*TASK ITEM*. If a line below contains the string "paths", return that line.

*TASK DATA*.
☆ ☆ ☆ ☆ ☆

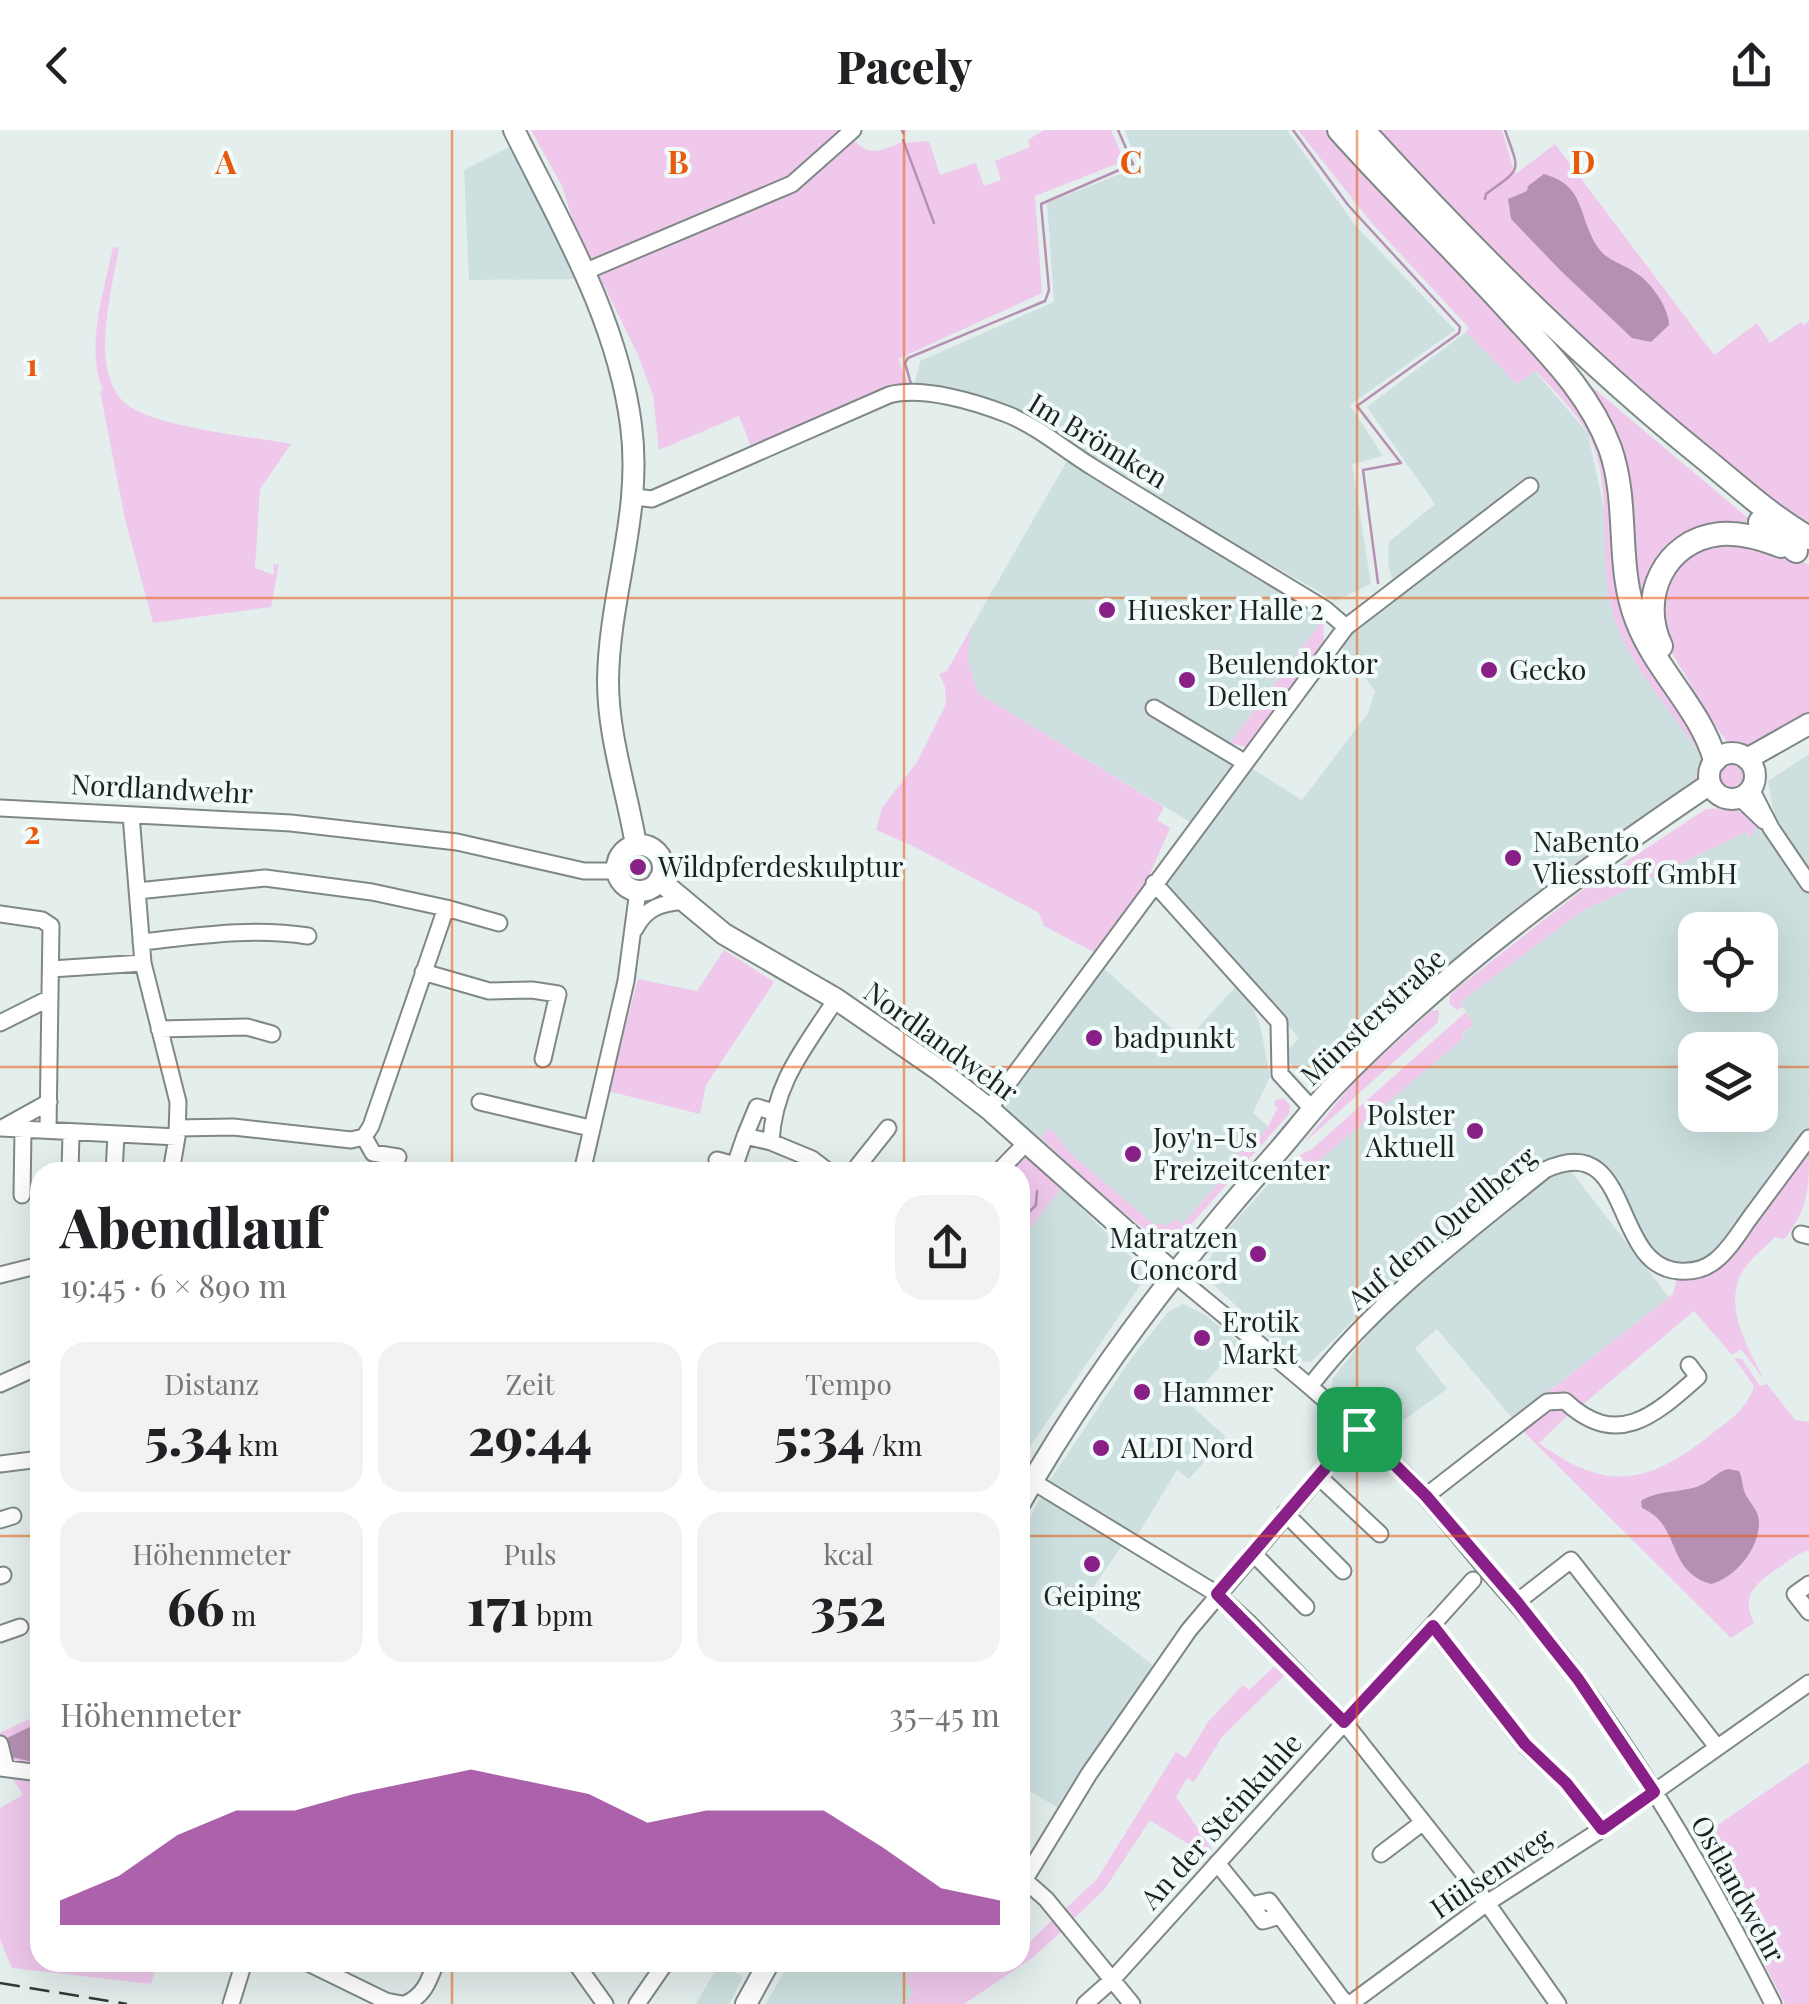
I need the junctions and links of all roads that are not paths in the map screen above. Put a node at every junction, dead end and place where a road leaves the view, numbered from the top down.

☆ ☆ ☆ ☆ ☆

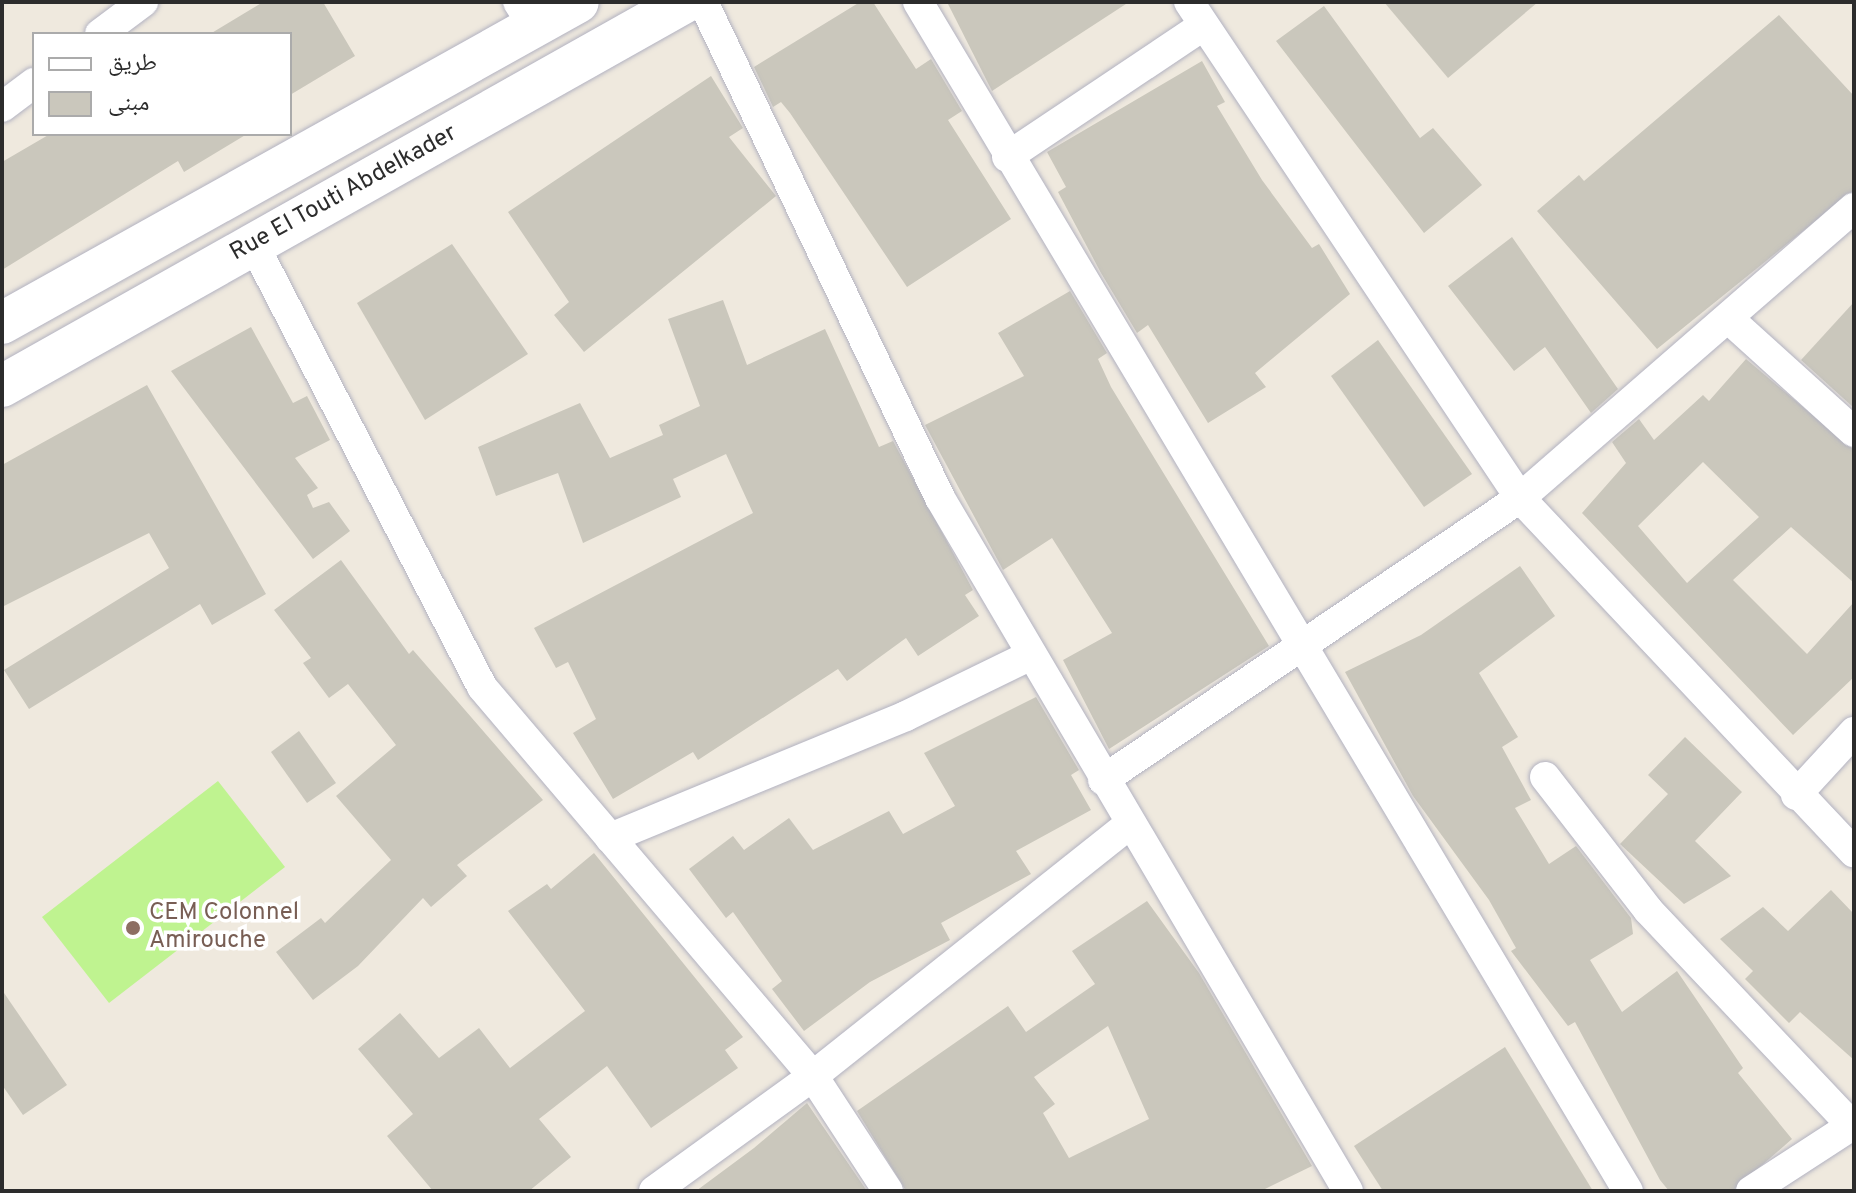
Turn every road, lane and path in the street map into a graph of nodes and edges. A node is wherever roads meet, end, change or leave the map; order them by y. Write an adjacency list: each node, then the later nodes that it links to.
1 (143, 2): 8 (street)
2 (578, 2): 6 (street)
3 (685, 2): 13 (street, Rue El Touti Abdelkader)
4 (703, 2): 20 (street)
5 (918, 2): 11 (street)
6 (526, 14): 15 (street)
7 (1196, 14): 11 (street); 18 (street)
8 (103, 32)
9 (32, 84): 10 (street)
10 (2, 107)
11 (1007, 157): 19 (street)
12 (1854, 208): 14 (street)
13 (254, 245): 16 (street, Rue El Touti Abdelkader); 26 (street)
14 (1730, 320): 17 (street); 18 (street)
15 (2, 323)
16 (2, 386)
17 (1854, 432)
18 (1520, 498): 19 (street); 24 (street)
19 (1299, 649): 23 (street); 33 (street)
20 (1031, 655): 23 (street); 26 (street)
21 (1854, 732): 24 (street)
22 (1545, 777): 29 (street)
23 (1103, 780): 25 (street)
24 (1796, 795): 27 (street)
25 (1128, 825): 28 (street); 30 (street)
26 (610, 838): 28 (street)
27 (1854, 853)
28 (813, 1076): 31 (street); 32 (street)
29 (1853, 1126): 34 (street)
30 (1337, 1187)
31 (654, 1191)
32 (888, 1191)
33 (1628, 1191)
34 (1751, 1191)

☆ ☆ ☆ ☆ ☆

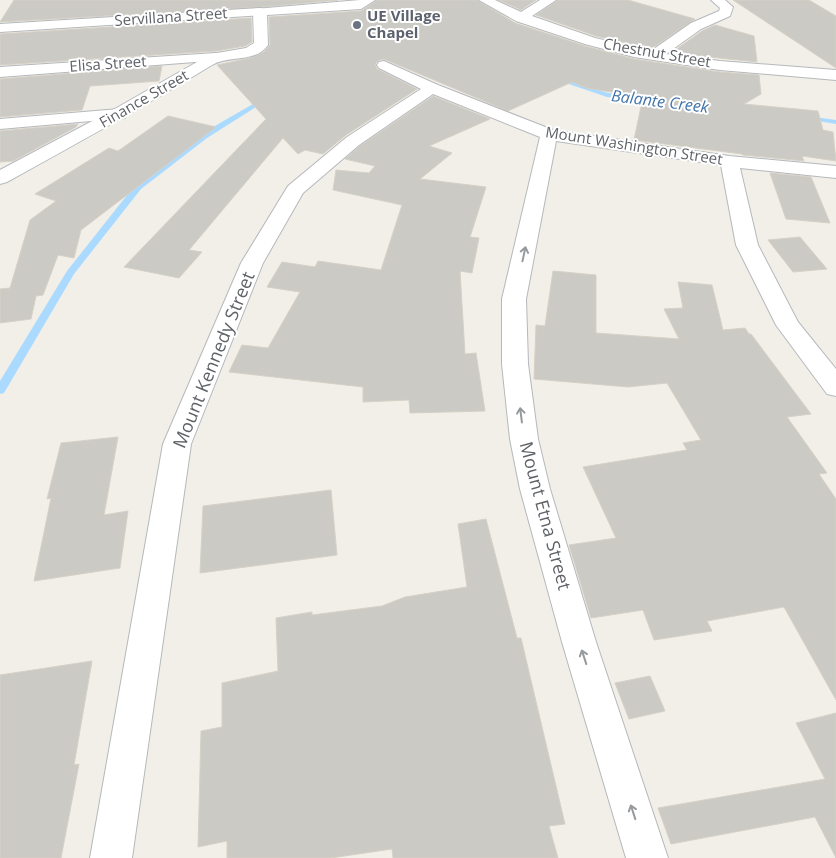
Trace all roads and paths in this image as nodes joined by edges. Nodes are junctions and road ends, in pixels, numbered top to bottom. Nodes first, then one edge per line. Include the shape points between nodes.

☆ ☆ ☆ ☆ ☆

*RESPONSE AREA*.
I need the junctions and links of all roads that are not paths in the map screen above. Put a node at every junction, dead end and place where a road leaves the view, numbered from the top down.
Trace all roads and paths in this image as nodes joined by edges. Nodes are junctions and road ends, in pixels, numbered top to bottom. Nodes first, then one edge per line. Include the shape points between nodes.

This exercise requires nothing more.